***** Stored data

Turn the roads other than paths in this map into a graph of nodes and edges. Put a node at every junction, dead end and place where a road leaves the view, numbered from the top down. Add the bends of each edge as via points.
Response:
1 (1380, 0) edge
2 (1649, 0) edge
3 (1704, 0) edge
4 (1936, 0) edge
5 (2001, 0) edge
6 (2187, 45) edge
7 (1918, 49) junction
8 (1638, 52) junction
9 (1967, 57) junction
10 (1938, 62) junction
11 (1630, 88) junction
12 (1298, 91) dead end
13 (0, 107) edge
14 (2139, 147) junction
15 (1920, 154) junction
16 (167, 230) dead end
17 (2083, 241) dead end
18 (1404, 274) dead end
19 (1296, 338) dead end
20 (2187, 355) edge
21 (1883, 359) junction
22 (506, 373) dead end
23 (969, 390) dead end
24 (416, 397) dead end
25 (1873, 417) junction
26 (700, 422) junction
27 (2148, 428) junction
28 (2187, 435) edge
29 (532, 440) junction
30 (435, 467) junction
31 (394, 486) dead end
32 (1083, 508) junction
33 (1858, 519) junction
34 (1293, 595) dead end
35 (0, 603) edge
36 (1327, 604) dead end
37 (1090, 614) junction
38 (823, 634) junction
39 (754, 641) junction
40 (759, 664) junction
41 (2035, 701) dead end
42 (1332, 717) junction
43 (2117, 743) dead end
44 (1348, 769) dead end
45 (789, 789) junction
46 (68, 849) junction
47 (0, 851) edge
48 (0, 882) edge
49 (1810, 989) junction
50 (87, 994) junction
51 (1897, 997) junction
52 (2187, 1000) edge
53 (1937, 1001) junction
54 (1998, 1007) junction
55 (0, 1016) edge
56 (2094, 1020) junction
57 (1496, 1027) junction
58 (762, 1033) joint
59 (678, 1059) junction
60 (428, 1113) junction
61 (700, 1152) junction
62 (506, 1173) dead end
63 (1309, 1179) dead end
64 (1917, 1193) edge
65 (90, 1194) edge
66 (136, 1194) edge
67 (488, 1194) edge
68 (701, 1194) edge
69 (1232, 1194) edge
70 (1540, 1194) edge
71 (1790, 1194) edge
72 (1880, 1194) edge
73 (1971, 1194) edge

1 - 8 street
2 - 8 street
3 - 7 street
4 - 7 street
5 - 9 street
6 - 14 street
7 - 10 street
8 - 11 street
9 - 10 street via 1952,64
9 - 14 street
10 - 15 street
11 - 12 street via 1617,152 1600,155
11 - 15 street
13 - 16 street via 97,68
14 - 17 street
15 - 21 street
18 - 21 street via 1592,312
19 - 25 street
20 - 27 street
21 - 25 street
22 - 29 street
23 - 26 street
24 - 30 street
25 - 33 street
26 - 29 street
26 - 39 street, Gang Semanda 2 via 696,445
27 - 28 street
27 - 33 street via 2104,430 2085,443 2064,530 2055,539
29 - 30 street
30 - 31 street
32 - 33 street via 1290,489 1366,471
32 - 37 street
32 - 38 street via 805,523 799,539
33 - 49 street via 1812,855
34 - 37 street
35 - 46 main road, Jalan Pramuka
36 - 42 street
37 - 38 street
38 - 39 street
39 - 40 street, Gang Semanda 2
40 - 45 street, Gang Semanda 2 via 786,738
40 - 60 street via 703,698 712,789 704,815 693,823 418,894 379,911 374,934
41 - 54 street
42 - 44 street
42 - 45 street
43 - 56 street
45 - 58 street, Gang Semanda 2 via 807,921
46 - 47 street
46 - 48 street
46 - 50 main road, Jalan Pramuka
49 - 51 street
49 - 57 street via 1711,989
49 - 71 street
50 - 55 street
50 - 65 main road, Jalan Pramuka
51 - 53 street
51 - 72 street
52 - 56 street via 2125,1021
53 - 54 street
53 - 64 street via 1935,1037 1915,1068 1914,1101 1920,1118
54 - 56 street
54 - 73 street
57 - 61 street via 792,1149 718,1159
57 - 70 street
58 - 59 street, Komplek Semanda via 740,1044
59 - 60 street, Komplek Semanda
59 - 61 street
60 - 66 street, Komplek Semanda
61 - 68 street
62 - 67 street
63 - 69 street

**********

- Exercise description
Copy out every line from the records that has the word "Jalan".

- The completed task
35 - 46 main road, Jalan Pramuka
46 - 50 main road, Jalan Pramuka
50 - 65 main road, Jalan Pramuka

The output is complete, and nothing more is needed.